Texas Tech University

Course Title: Comprehensive Spanish Review First Year
Redesign Coordinator: Frederick Suppe

Status: This project originated as part of NCAT's FIPSE-funded Roadmap to Redesign (R2R) program, 2003 – 2006, and was successfully completed.

Descriptive Materials: In addition to the project description below, links for this project include a final project report, which describes the impact of the redesign on student learning and student retention; final cost savings achieved; techniques that most contributed to improved learning and reduced costs; and, an assessment of future sustainability.

Project Plan:
Comprehensive Spanish Review First Year is designed for students who have had two years of high school Spanish. The course has a history of not being able to meet demand. In 2000-2001 only 791 students were accommodated and an estimated 1100 were turned away each semester. An increase in support for graduate part-time instructors (GPTIs) and graduate teaching assistants (GTAs) accompanied by intensive recruitment of graduate students has allowed Texas Tech to increase capacity to 1285 in 2003-2004 and to 1595 in 2004-2005.

The increase in course capacity was accomplished by raising section size in traditional sections to about 30 students, which exceeds Association of Departments of Foreign Languages (ADFL) maximum class size recommendations by 50%. In addition, two non-traditional versions of the course—two large (110 students) lecture/discussion and one online/TV version (90 students)—are offered.

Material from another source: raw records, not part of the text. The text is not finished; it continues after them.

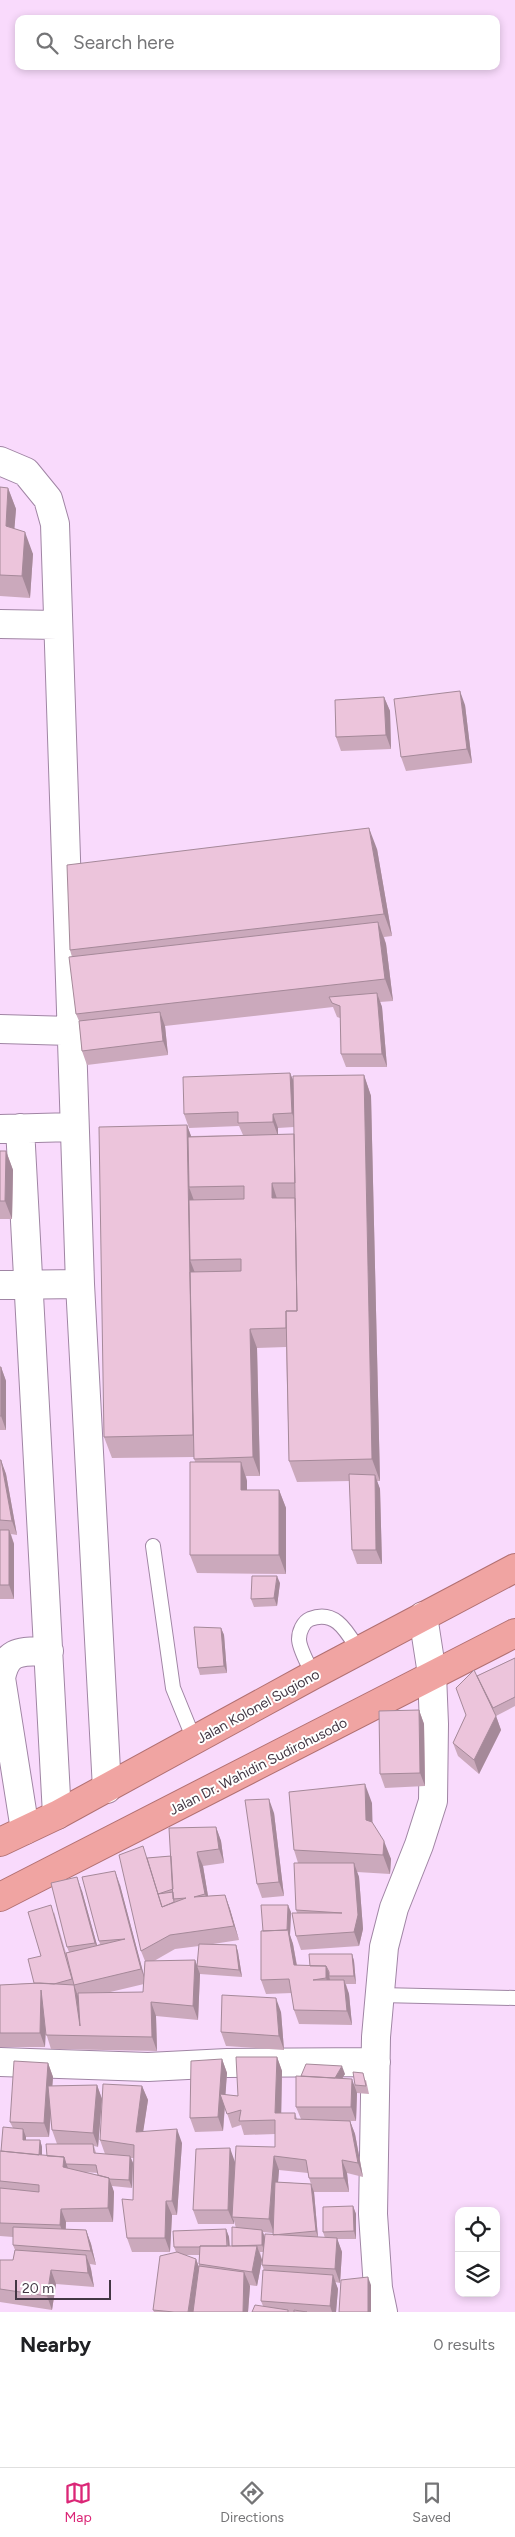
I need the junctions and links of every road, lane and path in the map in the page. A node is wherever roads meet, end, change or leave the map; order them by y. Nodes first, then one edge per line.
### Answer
1 (0, 461) edge
2 (0, 624) edge
3 (57, 625) junction
4 (0, 1029) edge
5 (71, 1030) junction
6 (74, 1127) junction
7 (10, 1129) edge
8 (80, 1284) junction
9 (29, 1285) junction
10 (0, 1286) edge
11 (153, 1546) dead end
12 (515, 1568) edge
13 (423, 1616) junction
14 (515, 1633) edge
15 (49, 1651) junction
16 (359, 1651) junction
17 (432, 1674) junction
18 (313, 1675) junction
19 (195, 1742) junction
20 (107, 1789) junction
21 (57, 1815) junction
22 (25, 1830) junction
23 (0, 1842) edge
24 (0, 1898) edge
25 (380, 1996) junction
26 (515, 1998) edge
27 (0, 2062) edge
28 (376, 2062) junction
29 (383, 2312) edge

1 - 3 street
2 - 3 street
3 - 5 street
4 - 5 street
5 - 6 street
6 - 7 street
6 - 8 street
7 - 9 street
8 - 9 street
8 - 20 street
9 - 10 street
9 - 15 street
11 - 19 lane
12 - 13 highway, Jalan Kolonel Sugiono
13 - 16 highway, Jalan Kolonel Sugiono
13 - 17 street
14 - 17 highway, Jalan Dr. Wahidin Sudirohusodo
15 - 21 street
15 - 22 street
16 - 18 highway, Jalan Kolonel Sugiono
16 - 18 lane
17 - 24 highway, Jalan Dr. Wahidin Sudirohusodo
17 - 25 street
18 - 19 highway, Jalan Kolonel Sugiono
19 - 20 highway, Jalan Kolonel Sugiono
20 - 21 highway, Jalan Kolonel Sugiono
21 - 22 highway, Jalan Kolonel Sugiono
22 - 23 highway, Jalan Kolonel Sugiono
25 - 26 lane
25 - 28 street
27 - 28 street
28 - 29 street

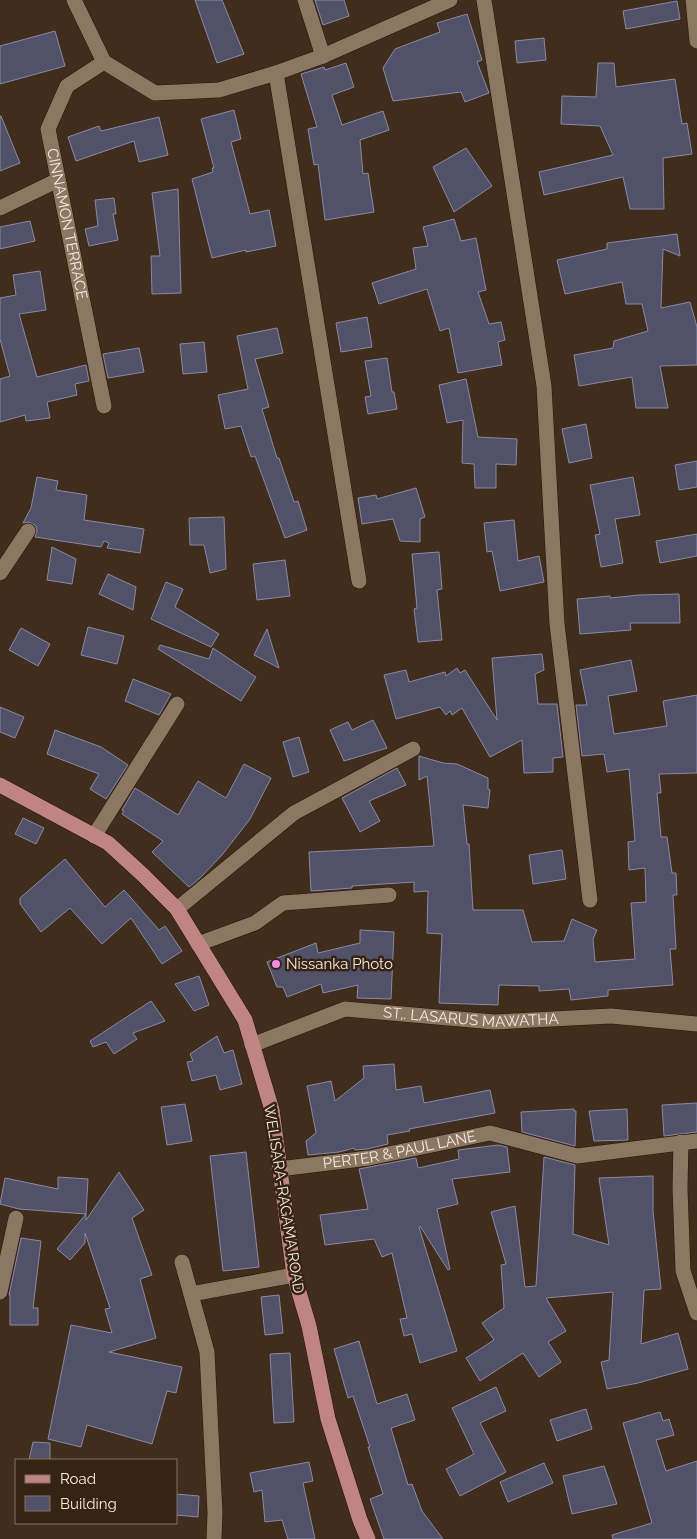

The goal of the redesign is to meet current and anticipated growth in demand, to reduce maximum sizes of classes to within ADFL's recommended 20, and to improve language mastery—without increasing costs.

In choosing the Replacement Model, Texas Tech will follow the lead of all three core Spanish practice associates. The redesigned five-credit course will more than double the number of regular sections and limit enrollment to 20 students per section. Sections will meet physically three times a week with class time devoted to communicative exercises emphasizing oral skill development. Workbook, grammar, and writing components will be moved online. Students will spend two hours of online practice in grammar with automated immediate diagnostic feedback and will write weekly compositions that will be semi-automatically graded with diagnostic feedback. Students will also participate in one hour of language lab weekly. Studio sessions taught by GTAs will be held for students scoring less than 80% on the first exam.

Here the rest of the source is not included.